§ EXERCISE DESCRIPTION: Set the entries down once more, exactly as they are worded.

▶

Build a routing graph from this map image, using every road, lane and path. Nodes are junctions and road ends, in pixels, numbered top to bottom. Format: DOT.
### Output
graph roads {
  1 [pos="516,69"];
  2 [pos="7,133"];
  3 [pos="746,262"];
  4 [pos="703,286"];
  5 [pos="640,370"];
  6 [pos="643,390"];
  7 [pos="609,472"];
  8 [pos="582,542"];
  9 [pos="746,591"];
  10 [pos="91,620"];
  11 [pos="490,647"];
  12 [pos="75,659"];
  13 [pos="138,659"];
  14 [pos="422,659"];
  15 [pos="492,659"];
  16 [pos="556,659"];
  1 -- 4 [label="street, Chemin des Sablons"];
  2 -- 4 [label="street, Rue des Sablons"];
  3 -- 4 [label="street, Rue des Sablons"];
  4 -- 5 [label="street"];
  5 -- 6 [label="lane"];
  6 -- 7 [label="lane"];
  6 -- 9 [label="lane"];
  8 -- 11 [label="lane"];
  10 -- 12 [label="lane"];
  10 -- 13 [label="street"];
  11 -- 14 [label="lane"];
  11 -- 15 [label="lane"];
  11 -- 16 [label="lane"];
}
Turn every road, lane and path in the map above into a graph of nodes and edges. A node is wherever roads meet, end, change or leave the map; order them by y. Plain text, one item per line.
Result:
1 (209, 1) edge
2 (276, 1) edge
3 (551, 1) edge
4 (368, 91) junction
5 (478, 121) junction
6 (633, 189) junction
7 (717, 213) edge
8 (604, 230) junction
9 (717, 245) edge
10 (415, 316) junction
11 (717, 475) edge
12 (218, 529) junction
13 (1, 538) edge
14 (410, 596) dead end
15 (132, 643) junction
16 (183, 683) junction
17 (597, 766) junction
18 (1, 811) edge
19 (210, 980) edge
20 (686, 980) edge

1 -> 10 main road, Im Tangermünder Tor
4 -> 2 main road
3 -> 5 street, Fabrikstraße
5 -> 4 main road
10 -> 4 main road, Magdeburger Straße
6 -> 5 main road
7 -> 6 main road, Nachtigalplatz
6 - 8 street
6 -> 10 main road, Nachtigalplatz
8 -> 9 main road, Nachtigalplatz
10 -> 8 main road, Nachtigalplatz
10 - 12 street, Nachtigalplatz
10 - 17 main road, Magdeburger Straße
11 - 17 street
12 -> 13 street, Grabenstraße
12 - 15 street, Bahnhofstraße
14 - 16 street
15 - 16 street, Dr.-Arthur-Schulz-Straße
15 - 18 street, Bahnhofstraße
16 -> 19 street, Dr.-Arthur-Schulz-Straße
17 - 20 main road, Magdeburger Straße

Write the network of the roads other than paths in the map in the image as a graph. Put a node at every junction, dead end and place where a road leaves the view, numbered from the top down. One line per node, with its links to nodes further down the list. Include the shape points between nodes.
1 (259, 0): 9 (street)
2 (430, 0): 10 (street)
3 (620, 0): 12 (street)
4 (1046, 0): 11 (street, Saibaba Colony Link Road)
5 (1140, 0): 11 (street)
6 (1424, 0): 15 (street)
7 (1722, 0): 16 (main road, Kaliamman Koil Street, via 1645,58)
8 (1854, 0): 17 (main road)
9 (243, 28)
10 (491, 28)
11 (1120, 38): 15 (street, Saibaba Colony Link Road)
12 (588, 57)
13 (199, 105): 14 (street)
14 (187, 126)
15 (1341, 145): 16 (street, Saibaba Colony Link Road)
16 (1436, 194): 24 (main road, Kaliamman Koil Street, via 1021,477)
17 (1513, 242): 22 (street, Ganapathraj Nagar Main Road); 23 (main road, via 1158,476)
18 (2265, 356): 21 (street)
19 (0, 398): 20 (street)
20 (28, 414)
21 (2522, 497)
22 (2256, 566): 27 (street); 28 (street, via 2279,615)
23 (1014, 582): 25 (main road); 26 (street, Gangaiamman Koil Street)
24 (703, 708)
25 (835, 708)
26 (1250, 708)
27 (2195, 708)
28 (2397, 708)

◀

§ EXPECTED OUTPUT:
Build a routing graph from this map image, using every road, lane and path. Nodes are junctions and road ends, in pixels, numbered top to bottom. Format: DOT.
### Output
graph roads {
  1 [pos="516,69"];
  2 [pos="7,133"];
  3 [pos="746,262"];
  4 [pos="703,286"];
  5 [pos="640,370"];
  6 [pos="643,390"];
  7 [pos="609,472"];
  8 [pos="582,542"];
  9 [pos="746,591"];
  10 [pos="91,620"];
  11 [pos="490,647"];
  12 [pos="75,659"];
  13 [pos="138,659"];
  14 [pos="422,659"];
  15 [pos="492,659"];
  16 [pos="556,659"];
  1 -- 4 [label="street, Chemin des Sablons"];
  2 -- 4 [label="street, Rue des Sablons"];
  3 -- 4 [label="street, Rue des Sablons"];
  4 -- 5 [label="street"];
  5 -- 6 [label="lane"];
  6 -- 7 [label="lane"];
  6 -- 9 [label="lane"];
  8 -- 11 [label="lane"];
  10 -- 12 [label="lane"];
  10 -- 13 [label="street"];
  11 -- 14 [label="lane"];
  11 -- 15 [label="lane"];
  11 -- 16 [label="lane"];
}
Turn every road, lane and path in the map above into a graph of nodes and edges. A node is wherever roads meet, end, change or leave the map; order them by y. Plain text, one item per line.
Result:
1 (209, 1) edge
2 (276, 1) edge
3 (551, 1) edge
4 (368, 91) junction
5 (478, 121) junction
6 (633, 189) junction
7 (717, 213) edge
8 (604, 230) junction
9 (717, 245) edge
10 (415, 316) junction
11 (717, 475) edge
12 (218, 529) junction
13 (1, 538) edge
14 (410, 596) dead end
15 (132, 643) junction
16 (183, 683) junction
17 (597, 766) junction
18 (1, 811) edge
19 (210, 980) edge
20 (686, 980) edge

1 -> 10 main road, Im Tangermünder Tor
4 -> 2 main road
3 -> 5 street, Fabrikstraße
5 -> 4 main road
10 -> 4 main road, Magdeburger Straße
6 -> 5 main road
7 -> 6 main road, Nachtigalplatz
6 - 8 street
6 -> 10 main road, Nachtigalplatz
8 -> 9 main road, Nachtigalplatz
10 -> 8 main road, Nachtigalplatz
10 - 12 street, Nachtigalplatz
10 - 17 main road, Magdeburger Straße
11 - 17 street
12 -> 13 street, Grabenstraße
12 - 15 street, Bahnhofstraße
14 - 16 street
15 - 16 street, Dr.-Arthur-Schulz-Straße
15 - 18 street, Bahnhofstraße
16 -> 19 street, Dr.-Arthur-Schulz-Straße
17 - 20 main road, Magdeburger Straße

Write the network of the roads other than paths in the map in the image as a graph. Put a node at every junction, dead end and place where a road leaves the view, numbered from the top down. One line per node, with its links to nodes further down the list. Include the shape points between nodes.
1 (259, 0): 9 (street)
2 (430, 0): 10 (street)
3 (620, 0): 12 (street)
4 (1046, 0): 11 (street, Saibaba Colony Link Road)
5 (1140, 0): 11 (street)
6 (1424, 0): 15 (street)
7 (1722, 0): 16 (main road, Kaliamman Koil Street, via 1645,58)
8 (1854, 0): 17 (main road)
9 (243, 28)
10 (491, 28)
11 (1120, 38): 15 (street, Saibaba Colony Link Road)
12 (588, 57)
13 (199, 105): 14 (street)
14 (187, 126)
15 (1341, 145): 16 (street, Saibaba Colony Link Road)
16 (1436, 194): 24 (main road, Kaliamman Koil Street, via 1021,477)
17 (1513, 242): 22 (street, Ganapathraj Nagar Main Road); 23 (main road, via 1158,476)
18 (2265, 356): 21 (street)
19 (0, 398): 20 (street)
20 (28, 414)
21 (2522, 497)
22 (2256, 566): 27 (street); 28 (street, via 2279,615)
23 (1014, 582): 25 (main road); 26 (street, Gangaiamman Koil Street)
24 (703, 708)
25 (835, 708)
26 (1250, 708)
27 (2195, 708)
28 (2397, 708)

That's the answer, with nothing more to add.